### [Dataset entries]

[Start of Attachment]

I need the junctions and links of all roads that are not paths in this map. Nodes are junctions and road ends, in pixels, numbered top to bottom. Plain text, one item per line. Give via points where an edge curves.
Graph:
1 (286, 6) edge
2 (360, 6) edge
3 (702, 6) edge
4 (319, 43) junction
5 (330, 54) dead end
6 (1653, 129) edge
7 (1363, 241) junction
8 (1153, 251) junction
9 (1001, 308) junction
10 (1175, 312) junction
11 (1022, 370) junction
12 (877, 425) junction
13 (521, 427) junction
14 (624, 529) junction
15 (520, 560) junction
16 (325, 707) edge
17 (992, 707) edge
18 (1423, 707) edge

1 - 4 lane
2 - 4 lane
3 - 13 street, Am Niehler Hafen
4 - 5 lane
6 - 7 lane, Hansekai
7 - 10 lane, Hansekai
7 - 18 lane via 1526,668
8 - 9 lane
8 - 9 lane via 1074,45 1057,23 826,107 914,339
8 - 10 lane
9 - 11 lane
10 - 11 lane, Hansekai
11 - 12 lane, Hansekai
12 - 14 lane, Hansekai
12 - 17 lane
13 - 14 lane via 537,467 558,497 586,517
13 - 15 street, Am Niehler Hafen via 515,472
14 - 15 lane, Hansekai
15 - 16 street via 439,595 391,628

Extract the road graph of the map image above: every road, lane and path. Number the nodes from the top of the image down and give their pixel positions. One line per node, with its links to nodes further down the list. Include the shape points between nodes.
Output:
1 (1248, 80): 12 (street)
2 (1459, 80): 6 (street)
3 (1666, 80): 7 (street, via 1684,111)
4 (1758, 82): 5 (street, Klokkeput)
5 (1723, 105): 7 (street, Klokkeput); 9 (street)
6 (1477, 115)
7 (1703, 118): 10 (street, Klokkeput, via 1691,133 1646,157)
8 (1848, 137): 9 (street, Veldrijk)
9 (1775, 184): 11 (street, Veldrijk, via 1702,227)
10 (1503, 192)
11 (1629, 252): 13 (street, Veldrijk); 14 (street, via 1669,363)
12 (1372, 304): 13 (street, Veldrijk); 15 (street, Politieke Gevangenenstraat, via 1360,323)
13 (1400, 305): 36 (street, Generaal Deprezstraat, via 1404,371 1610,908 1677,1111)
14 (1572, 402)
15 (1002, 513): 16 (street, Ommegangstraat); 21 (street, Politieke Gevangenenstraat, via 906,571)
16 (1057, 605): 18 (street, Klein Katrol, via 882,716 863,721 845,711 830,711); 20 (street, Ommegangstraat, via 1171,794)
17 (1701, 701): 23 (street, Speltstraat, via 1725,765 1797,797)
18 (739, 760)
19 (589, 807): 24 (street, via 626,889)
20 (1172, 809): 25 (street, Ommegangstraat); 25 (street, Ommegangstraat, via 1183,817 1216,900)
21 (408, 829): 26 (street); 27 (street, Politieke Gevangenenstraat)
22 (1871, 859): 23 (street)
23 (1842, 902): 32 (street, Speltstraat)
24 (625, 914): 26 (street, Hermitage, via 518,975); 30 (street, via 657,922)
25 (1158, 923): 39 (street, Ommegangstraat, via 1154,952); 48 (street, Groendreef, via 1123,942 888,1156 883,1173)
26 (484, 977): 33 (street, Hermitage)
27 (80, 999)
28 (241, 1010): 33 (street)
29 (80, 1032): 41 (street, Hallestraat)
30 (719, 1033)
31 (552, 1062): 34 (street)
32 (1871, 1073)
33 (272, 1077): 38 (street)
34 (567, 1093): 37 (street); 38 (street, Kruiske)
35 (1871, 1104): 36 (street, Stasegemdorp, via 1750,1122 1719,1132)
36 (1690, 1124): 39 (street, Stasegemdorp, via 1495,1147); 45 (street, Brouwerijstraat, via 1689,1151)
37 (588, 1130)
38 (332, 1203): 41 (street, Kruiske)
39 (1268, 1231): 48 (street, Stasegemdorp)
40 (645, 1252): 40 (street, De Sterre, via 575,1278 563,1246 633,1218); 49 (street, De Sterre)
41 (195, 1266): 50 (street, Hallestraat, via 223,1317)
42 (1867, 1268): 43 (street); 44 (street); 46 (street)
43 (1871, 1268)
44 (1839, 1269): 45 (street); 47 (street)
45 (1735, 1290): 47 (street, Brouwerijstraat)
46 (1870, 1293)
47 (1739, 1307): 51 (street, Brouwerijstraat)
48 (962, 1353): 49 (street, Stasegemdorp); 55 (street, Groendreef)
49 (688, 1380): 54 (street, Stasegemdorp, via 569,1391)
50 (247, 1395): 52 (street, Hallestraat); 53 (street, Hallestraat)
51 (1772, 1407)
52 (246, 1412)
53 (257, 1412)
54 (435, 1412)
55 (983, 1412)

[End of Attachment]

### [WHAT YOU HAVE TO DO]
Would you please copy every line of the data exactly?

### [ANSWER BOX]
I need the junctions and links of all roads that are not paths in this map. Nodes are junctions and road ends, in pixels, numbered top to bottom. Plain text, one item per line. Give via points where an edge curves.
Graph:
1 (286, 6) edge
2 (360, 6) edge
3 (702, 6) edge
4 (319, 43) junction
5 (330, 54) dead end
6 (1653, 129) edge
7 (1363, 241) junction
8 (1153, 251) junction
9 (1001, 308) junction
10 (1175, 312) junction
11 (1022, 370) junction
12 (877, 425) junction
13 (521, 427) junction
14 (624, 529) junction
15 (520, 560) junction
16 (325, 707) edge
17 (992, 707) edge
18 (1423, 707) edge

1 - 4 lane
2 - 4 lane
3 - 13 street, Am Niehler Hafen
4 - 5 lane
6 - 7 lane, Hansekai
7 - 10 lane, Hansekai
7 - 18 lane via 1526,668
8 - 9 lane
8 - 9 lane via 1074,45 1057,23 826,107 914,339
8 - 10 lane
9 - 11 lane
10 - 11 lane, Hansekai
11 - 12 lane, Hansekai
12 - 14 lane, Hansekai
12 - 17 lane
13 - 14 lane via 537,467 558,497 586,517
13 - 15 street, Am Niehler Hafen via 515,472
14 - 15 lane, Hansekai
15 - 16 street via 439,595 391,628

Extract the road graph of the map image above: every road, lane and path. Number the nodes from the top of the image down and give their pixel positions. One line per node, with its links to nodes further down the list. Include the shape points between nodes.
Output:
1 (1248, 80): 12 (street)
2 (1459, 80): 6 (street)
3 (1666, 80): 7 (street, via 1684,111)
4 (1758, 82): 5 (street, Klokkeput)
5 (1723, 105): 7 (street, Klokkeput); 9 (street)
6 (1477, 115)
7 (1703, 118): 10 (street, Klokkeput, via 1691,133 1646,157)
8 (1848, 137): 9 (street, Veldrijk)
9 (1775, 184): 11 (street, Veldrijk, via 1702,227)
10 (1503, 192)
11 (1629, 252): 13 (street, Veldrijk); 14 (street, via 1669,363)
12 (1372, 304): 13 (street, Veldrijk); 15 (street, Politieke Gevangenenstraat, via 1360,323)
13 (1400, 305): 36 (street, Generaal Deprezstraat, via 1404,371 1610,908 1677,1111)
14 (1572, 402)
15 (1002, 513): 16 (street, Ommegangstraat); 21 (street, Politieke Gevangenenstraat, via 906,571)
16 (1057, 605): 18 (street, Klein Katrol, via 882,716 863,721 845,711 830,711); 20 (street, Ommegangstraat, via 1171,794)
17 (1701, 701): 23 (street, Speltstraat, via 1725,765 1797,797)
18 (739, 760)
19 (589, 807): 24 (street, via 626,889)
20 (1172, 809): 25 (street, Ommegangstraat); 25 (street, Ommegangstraat, via 1183,817 1216,900)
21 (408, 829): 26 (street); 27 (street, Politieke Gevangenenstraat)
22 (1871, 859): 23 (street)
23 (1842, 902): 32 (street, Speltstraat)
24 (625, 914): 26 (street, Hermitage, via 518,975); 30 (street, via 657,922)
25 (1158, 923): 39 (street, Ommegangstraat, via 1154,952); 48 (street, Groendreef, via 1123,942 888,1156 883,1173)
26 (484, 977): 33 (street, Hermitage)
27 (80, 999)
28 (241, 1010): 33 (street)
29 (80, 1032): 41 (street, Hallestraat)
30 (719, 1033)
31 (552, 1062): 34 (street)
32 (1871, 1073)
33 (272, 1077): 38 (street)
34 (567, 1093): 37 (street); 38 (street, Kruiske)
35 (1871, 1104): 36 (street, Stasegemdorp, via 1750,1122 1719,1132)
36 (1690, 1124): 39 (street, Stasegemdorp, via 1495,1147); 45 (street, Brouwerijstraat, via 1689,1151)
37 (588, 1130)
38 (332, 1203): 41 (street, Kruiske)
39 (1268, 1231): 48 (street, Stasegemdorp)
40 (645, 1252): 40 (street, De Sterre, via 575,1278 563,1246 633,1218); 49 (street, De Sterre)
41 (195, 1266): 50 (street, Hallestraat, via 223,1317)
42 (1867, 1268): 43 (street); 44 (street); 46 (street)
43 (1871, 1268)
44 (1839, 1269): 45 (street); 47 (street)
45 (1735, 1290): 47 (street, Brouwerijstraat)
46 (1870, 1293)
47 (1739, 1307): 51 (street, Brouwerijstraat)
48 (962, 1353): 49 (street, Stasegemdorp); 55 (street, Groendreef)
49 (688, 1380): 54 (street, Stasegemdorp, via 569,1391)
50 (247, 1395): 52 (street, Hallestraat); 53 (street, Hallestraat)
51 (1772, 1407)
52 (246, 1412)
53 (257, 1412)
54 (435, 1412)
55 (983, 1412)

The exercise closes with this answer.